What the task requires: In the records below, find each line containing the word "labels" and copy it.

(Saved entries)
****************

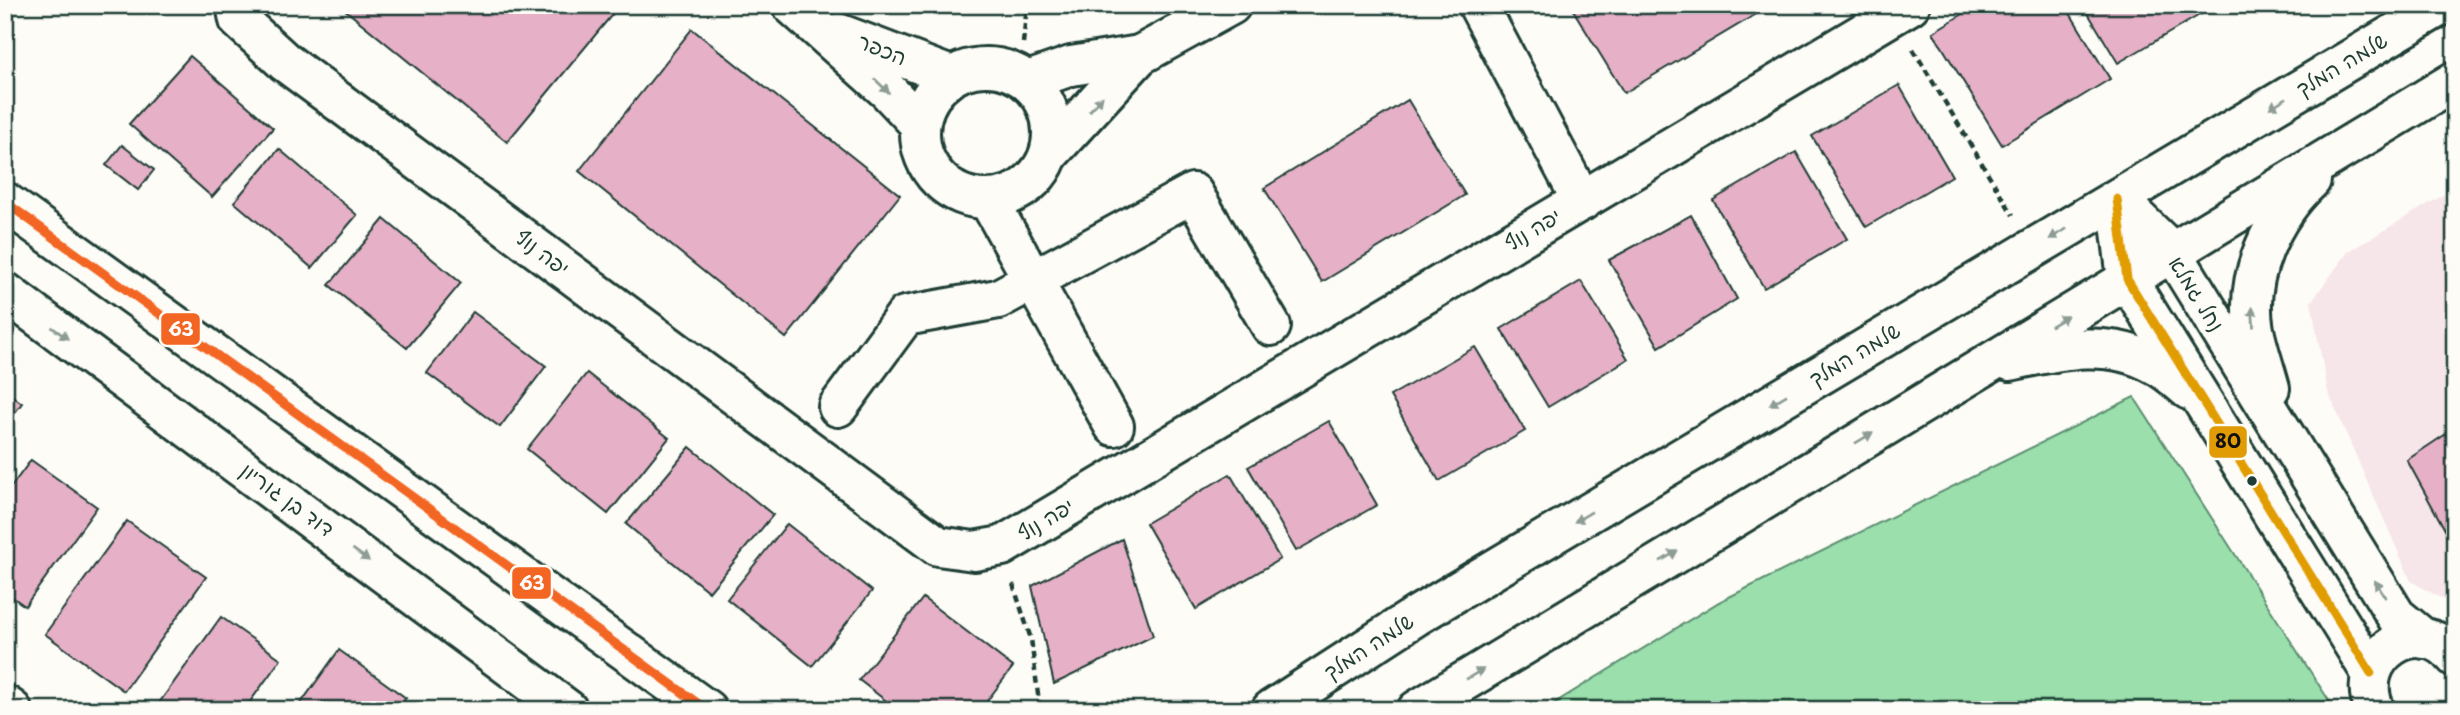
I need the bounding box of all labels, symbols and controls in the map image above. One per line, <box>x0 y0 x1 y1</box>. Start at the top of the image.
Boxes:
street label: שלמה המלך <box>2289 23 2393 103</box>
street label: הכפר <box>853 24 912 72</box>
one-way arrow <box>873 77 890 93</box>
one-way arrow <box>1087 96 1103 113</box>
one-way arrow <box>2268 97 2287 109</box>
street label: יפה נוף <box>1498 199 1566 258</box>
street label: יפה נוף <box>509 220 577 282</box>
one-way arrow <box>2048 228 2067 240</box>
street label: נחל גמלא <box>2162 249 2233 337</box>
one-way arrow <box>2247 306 2258 328</box>
line badge: 63 <box>160 312 201 346</box>
street label: שלמה המלך <box>1802 313 1906 393</box>
text: 63 <box>168 314 194 342</box>
one-way arrow <box>2049 314 2068 327</box>
one-way arrow <box>51 325 69 339</box>
one-way arrow <box>1769 394 1788 407</box>
line badge: 80 <box>2208 425 2248 459</box>
text: 80 <box>2215 426 2241 454</box>
one-way arrow <box>1854 432 1873 445</box>
street label: דוד בן גוריון <box>235 453 342 543</box>
unlabelled marker <box>2245 474 2259 488</box>
street label: יפה נוף <box>1011 489 1079 548</box>
one-way arrow <box>1573 510 1592 523</box>
one-way arrow <box>352 548 370 562</box>
one-way arrow <box>1660 550 1679 563</box>
line badge: 63 <box>511 566 552 600</box>
text: 63 <box>519 568 545 596</box>
one-way arrow <box>2373 579 2386 598</box>
street label: שלמה המלך <box>1317 604 1419 686</box>
one-way arrow <box>1465 668 1484 681</box>

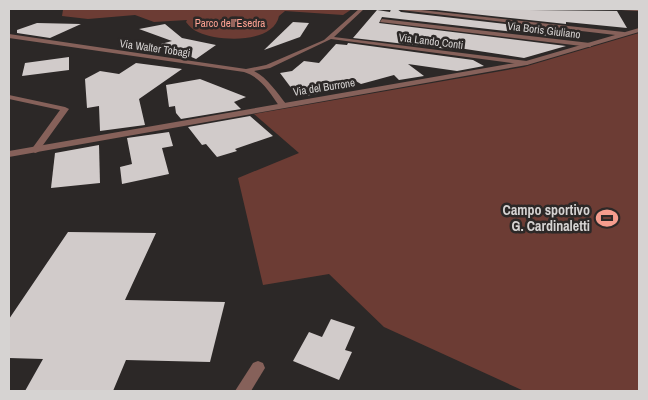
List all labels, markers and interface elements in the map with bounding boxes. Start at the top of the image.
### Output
park label: Parco dell'Esedra [195,16,265,30]
street label: Via Boris Giuliano [507,19,581,41]
street label: Via Lando Conti [398,30,464,52]
street label: Via Walter Tobagi [119,36,191,60]
street label: Via del Burrone [292,75,356,99]
place label: Campo sportivo G. Cardinaletti [503,201,590,235]
sports icon: Campo sportivo G. Cardinaletti [594,205,620,231]

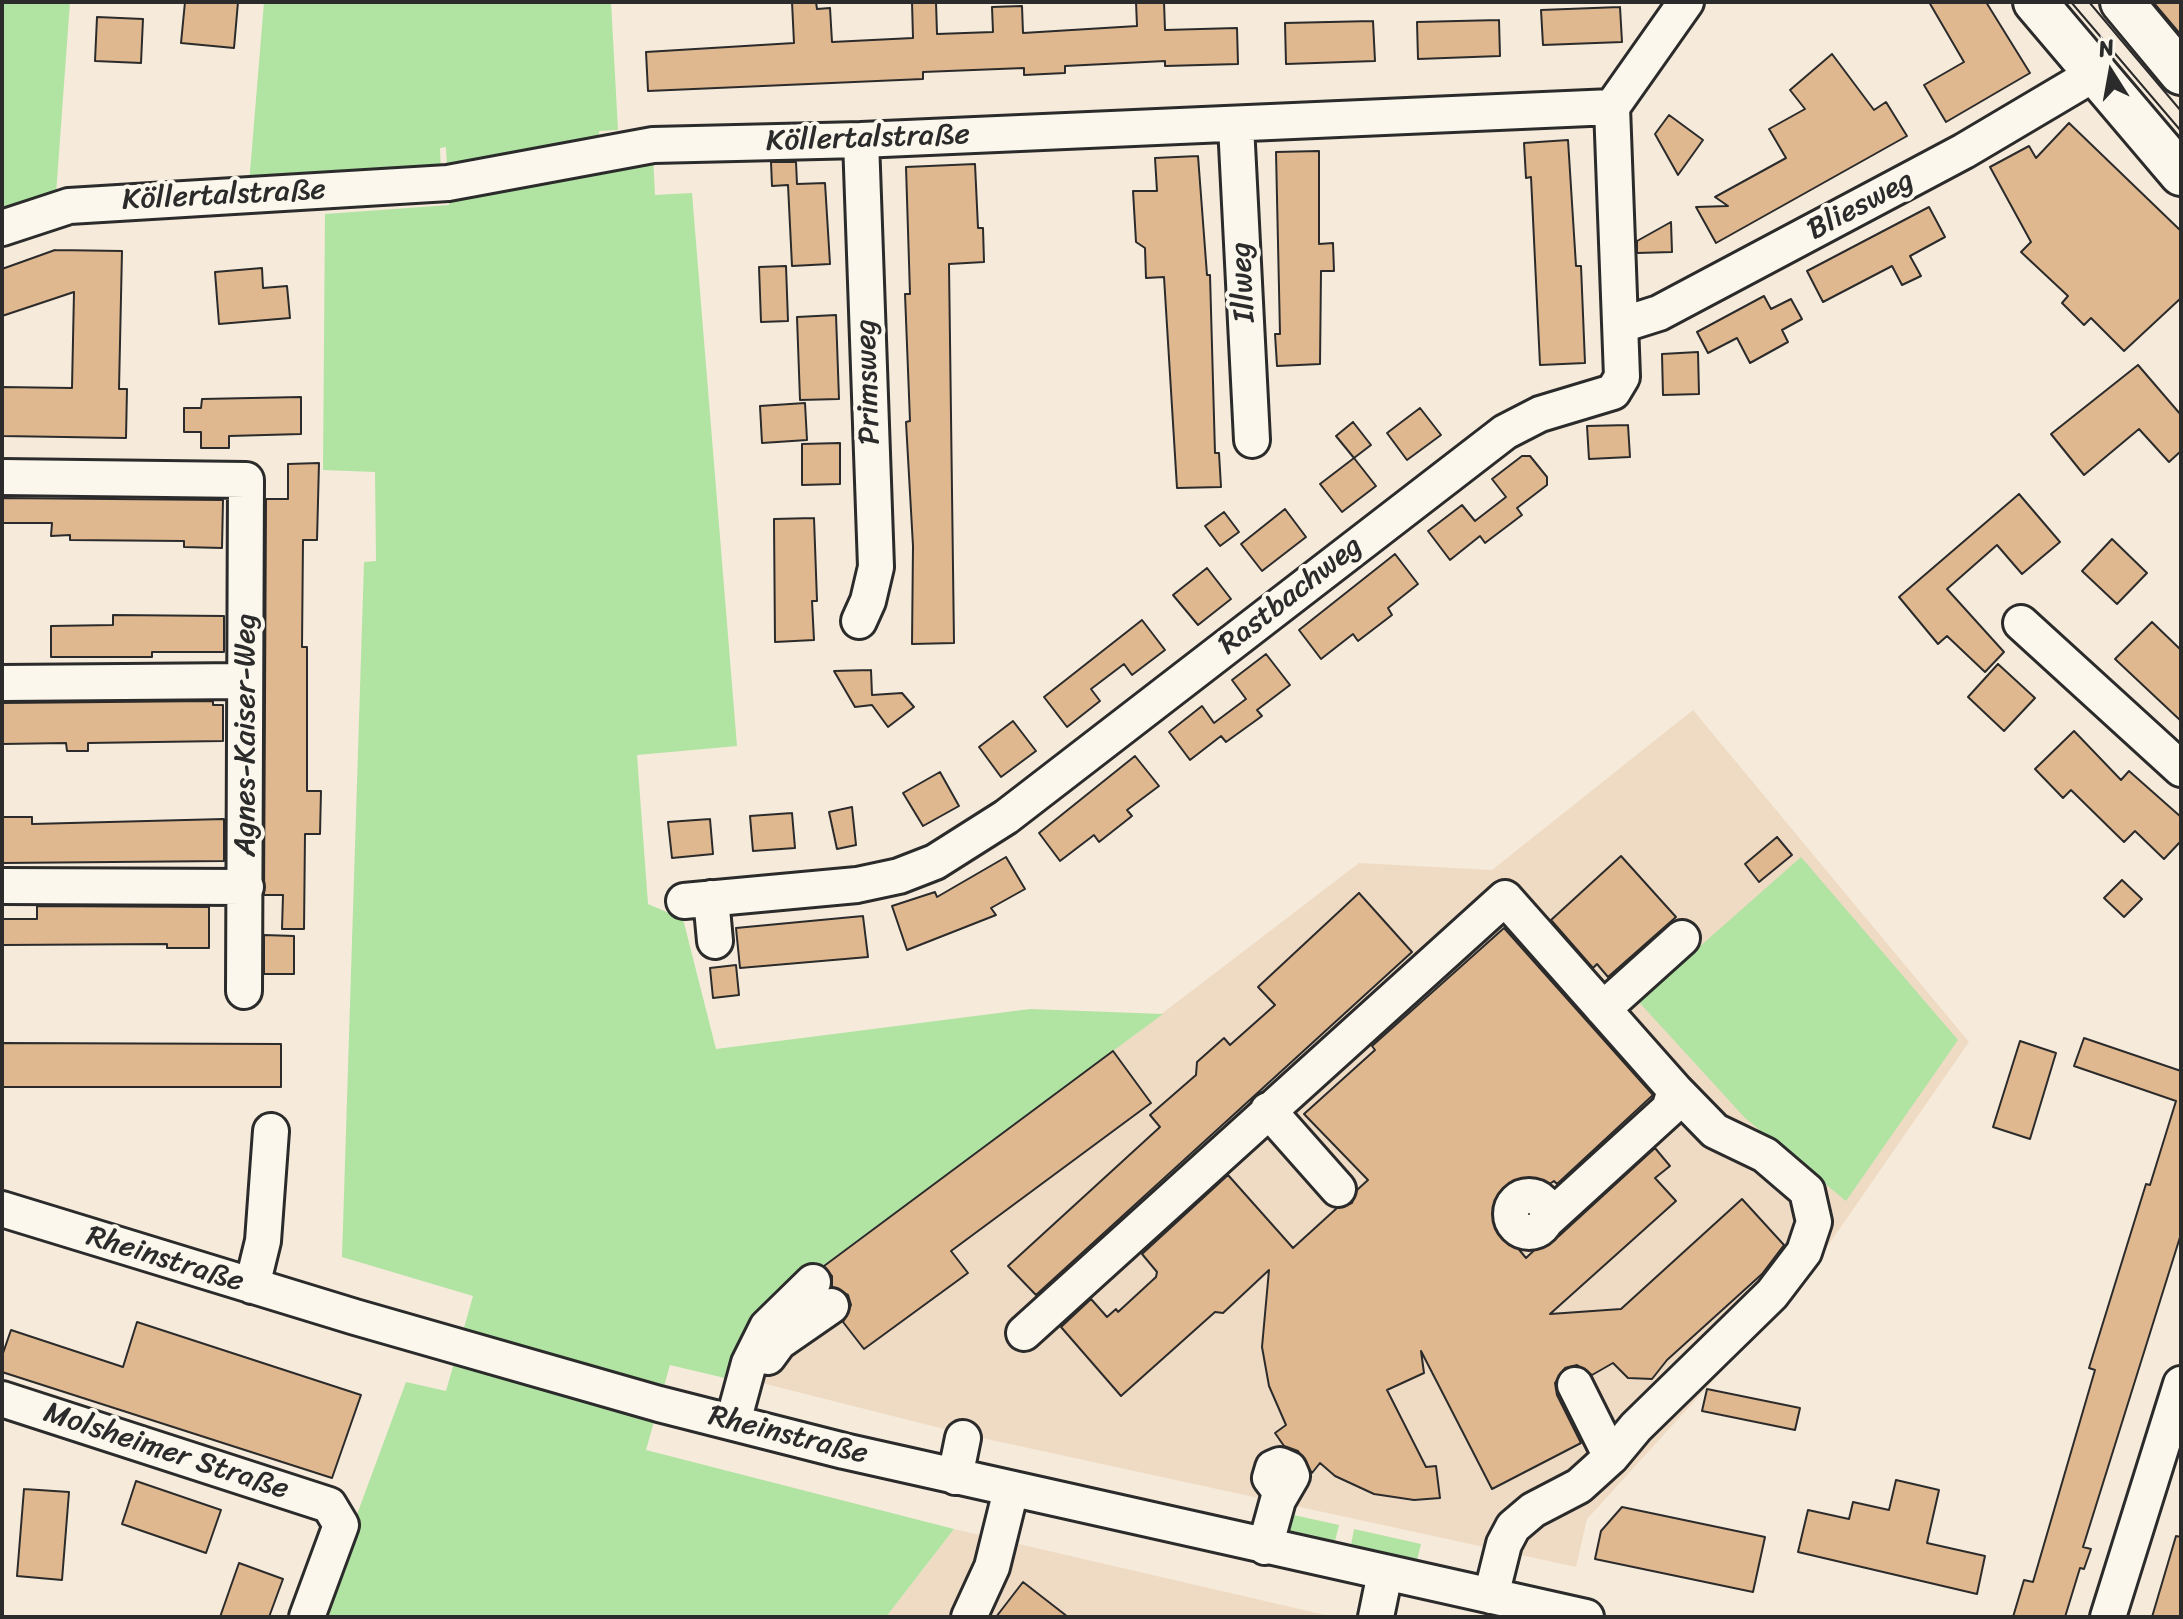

****************

Answer to the problem:
I need the bounding box of all labels, symbols and controls in the map image above. One per line, <box>x0 y0 x1 y1</box>. Start at the top of the image.
List all labels, markers and interface elements in the map with bounding boxes. Start at the top of the image.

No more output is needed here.